The adjustment came as providers in the state, and across the nation, have struggled to fill thousands of open jobs. The state move appeared to counter a move by CMS to put more stringent staffing requirements in place nationwide. Florida lawmakers also passed a 7.8% increase in Medicaid funding for nursing homes, a total of about $419,000 per facility. Providers across the nation advocated for higher state Medicaid rates amid ongoing staffing shortages in 2022.

CMS revises COVID-19 vaccine mandate guidance

Several months after the COVID-19 vaccine requirements went into effect, CMS began to clarify the policy and related enforcement actions.

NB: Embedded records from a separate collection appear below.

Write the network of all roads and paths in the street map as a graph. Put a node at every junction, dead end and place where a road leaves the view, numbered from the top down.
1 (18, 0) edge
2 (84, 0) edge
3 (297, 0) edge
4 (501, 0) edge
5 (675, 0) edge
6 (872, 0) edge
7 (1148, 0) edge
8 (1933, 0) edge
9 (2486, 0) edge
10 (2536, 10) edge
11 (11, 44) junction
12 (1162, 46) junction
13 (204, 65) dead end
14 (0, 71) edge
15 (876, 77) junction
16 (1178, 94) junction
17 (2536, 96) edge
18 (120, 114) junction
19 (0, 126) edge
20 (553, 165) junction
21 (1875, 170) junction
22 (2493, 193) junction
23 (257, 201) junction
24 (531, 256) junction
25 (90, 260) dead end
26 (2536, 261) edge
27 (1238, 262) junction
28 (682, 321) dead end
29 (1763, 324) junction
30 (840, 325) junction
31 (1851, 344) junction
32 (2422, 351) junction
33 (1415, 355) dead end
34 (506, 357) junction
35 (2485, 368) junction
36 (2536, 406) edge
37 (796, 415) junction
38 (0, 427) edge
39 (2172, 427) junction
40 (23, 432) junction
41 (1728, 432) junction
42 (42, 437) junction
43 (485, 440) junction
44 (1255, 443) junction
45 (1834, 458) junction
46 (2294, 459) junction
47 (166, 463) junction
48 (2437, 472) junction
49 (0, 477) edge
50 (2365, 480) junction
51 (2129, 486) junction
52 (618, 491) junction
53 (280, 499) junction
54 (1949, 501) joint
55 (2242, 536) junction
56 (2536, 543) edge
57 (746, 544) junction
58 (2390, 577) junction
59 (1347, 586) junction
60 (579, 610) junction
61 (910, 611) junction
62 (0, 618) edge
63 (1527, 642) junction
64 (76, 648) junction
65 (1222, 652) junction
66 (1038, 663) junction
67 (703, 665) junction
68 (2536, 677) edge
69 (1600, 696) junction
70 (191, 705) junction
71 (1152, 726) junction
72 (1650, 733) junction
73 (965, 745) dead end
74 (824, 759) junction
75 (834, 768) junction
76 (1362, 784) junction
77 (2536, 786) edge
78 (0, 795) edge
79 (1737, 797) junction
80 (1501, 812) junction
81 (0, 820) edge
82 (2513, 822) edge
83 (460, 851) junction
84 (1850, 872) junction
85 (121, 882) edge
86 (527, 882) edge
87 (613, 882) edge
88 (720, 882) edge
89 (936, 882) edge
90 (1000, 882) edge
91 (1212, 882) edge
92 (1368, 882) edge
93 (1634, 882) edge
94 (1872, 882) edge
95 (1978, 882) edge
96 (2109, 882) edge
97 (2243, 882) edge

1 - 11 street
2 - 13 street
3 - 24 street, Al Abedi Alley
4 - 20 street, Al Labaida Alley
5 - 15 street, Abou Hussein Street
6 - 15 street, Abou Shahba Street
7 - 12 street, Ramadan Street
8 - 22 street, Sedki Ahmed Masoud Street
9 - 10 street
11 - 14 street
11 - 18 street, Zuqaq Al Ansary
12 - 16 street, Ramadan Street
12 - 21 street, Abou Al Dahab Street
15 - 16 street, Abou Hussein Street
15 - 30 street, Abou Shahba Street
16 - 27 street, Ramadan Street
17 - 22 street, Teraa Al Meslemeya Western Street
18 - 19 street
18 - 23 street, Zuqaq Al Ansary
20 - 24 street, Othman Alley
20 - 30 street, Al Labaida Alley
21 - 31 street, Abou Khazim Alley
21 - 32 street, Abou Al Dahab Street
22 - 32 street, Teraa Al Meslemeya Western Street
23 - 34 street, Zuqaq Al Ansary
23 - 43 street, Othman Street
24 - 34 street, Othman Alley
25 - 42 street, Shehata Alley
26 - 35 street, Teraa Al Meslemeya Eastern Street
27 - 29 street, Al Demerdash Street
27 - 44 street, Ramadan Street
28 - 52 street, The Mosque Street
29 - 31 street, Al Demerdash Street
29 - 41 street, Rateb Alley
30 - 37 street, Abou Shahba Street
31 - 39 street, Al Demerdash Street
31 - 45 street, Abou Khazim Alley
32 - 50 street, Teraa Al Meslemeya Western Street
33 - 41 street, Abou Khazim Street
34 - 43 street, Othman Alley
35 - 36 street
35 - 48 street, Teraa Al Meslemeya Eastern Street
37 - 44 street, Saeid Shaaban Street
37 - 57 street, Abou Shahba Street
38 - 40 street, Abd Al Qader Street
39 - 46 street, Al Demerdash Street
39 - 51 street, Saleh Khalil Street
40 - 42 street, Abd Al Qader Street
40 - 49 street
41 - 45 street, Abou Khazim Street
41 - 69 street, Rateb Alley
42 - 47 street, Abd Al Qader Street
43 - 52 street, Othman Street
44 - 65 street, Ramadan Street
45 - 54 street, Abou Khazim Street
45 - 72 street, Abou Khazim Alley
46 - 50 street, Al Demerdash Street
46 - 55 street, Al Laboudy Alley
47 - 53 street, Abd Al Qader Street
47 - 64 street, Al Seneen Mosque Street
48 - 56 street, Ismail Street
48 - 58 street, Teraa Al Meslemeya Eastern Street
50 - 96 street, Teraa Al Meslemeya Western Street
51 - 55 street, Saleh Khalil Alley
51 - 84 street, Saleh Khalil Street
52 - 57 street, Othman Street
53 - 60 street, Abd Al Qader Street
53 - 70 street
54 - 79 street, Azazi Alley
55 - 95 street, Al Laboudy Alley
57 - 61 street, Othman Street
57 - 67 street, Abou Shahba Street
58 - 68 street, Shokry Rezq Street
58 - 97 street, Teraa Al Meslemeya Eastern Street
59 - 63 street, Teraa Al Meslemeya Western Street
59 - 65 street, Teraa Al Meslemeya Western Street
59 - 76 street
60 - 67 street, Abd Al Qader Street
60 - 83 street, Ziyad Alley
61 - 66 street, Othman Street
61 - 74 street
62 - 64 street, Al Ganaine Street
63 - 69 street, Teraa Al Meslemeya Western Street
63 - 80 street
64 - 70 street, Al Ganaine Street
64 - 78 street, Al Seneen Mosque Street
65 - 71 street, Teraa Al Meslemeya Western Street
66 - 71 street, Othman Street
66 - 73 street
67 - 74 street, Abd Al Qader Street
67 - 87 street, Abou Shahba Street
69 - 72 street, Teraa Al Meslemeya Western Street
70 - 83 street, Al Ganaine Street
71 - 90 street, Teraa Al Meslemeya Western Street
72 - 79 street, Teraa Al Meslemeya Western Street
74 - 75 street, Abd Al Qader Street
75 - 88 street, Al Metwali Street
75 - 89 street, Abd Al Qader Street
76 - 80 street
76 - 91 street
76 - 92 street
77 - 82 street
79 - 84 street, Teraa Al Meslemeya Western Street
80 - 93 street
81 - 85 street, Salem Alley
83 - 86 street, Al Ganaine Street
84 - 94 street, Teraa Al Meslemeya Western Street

In April, the agency said that “good-faith efforts” by providers, such as holding vaccine clinics, should be rewarded by surveyors. That clarification also told facilities that staff suspended or on extended leave would not account against their vaccinated rate. The agency also gave more examples of how providers could reassign, test and mask exempted employees.

CMS issued its latest updated memo to surveyors in October, encouraging inspectors to limit or avoid enforcement action if a facility could demonstrate it had implemented a plan to achieve a 100% vaccination rate.

Nurse aide certification waivers and other COVID flexibilities stripped away

Temporary nurse aide waivers, a key flexibility for providers nationwide, were stripped away by CMS, months after the agency said it would begin walking back some relaxed rules it enacted due to the pandemic.

Providers had 60 days’ warning on the nurse aide revocation, which then triggered a requirement that any nurse aides without certification complete testing by October. That caused panic in many states where testing capabilities had not yet recovered from early COVID closures and nurse-proctor shortages.

At the eleventh hour, the agency issued a series of waiver extensions to 15 states and hundreds of individual nursing homes or companies. Most of those will run through the end of the public health emergency.

More than 400 nursing home closures projected for 2022

A study conducted by AHCA predicted about 400 nursing homes could close in 2022.

More than 1,000 nursing homes have closed since 2015 — with 776 happening before the pandemic and 327 during the crisis, an analysis of government data found. The closed facilities tended to be urban settings with high-Medicaid census and had fewer than 100 beds. Dozens of closures have followed the April announcement, with rural areas in particular reflected in many public announcements.

US nursing homes system ‘ineffective, unsustainable,’ major report finds

A long-awaited National Academies report found that the way the United States finances, delivers and regulates nursing home care is “ineffective and unsustainable.” Across 605 pages, authors called for immediate action to bring meaningful changes to the system and better meet the needs of residents and staff.

Ambitious recommendations included: requirements for higher 24/7 nurse staffing and a full-time social worker in all nursing homes; research on minimum and optimum staffing levels; and making facility-level data on finances, operations and ownership of all nursing homes publicly available.

The findings in large part aligned with the White House reform plan announced earlier in the year, though the Academies authors also honed in on the underinvestment of the nursing home sector that has suffered from “for decades.” 

Other big storylines that kept skilled nursing providers busy this year included two other major regulatory concerns: 

In June, CMS released final guidance on Phase 3 of the requirements of participation after years of delay. New rules regarding infection preventionists, resident rights, behavioral health and staff data reporting went into effect Oct. 24

Then, in September, CMS surprised nursing home operators with a draft of updated Minimum Data Set specifications. Changes, including removal of a section many states use to calculate Medicaid payments, will go into effect Oct. 1, 2023.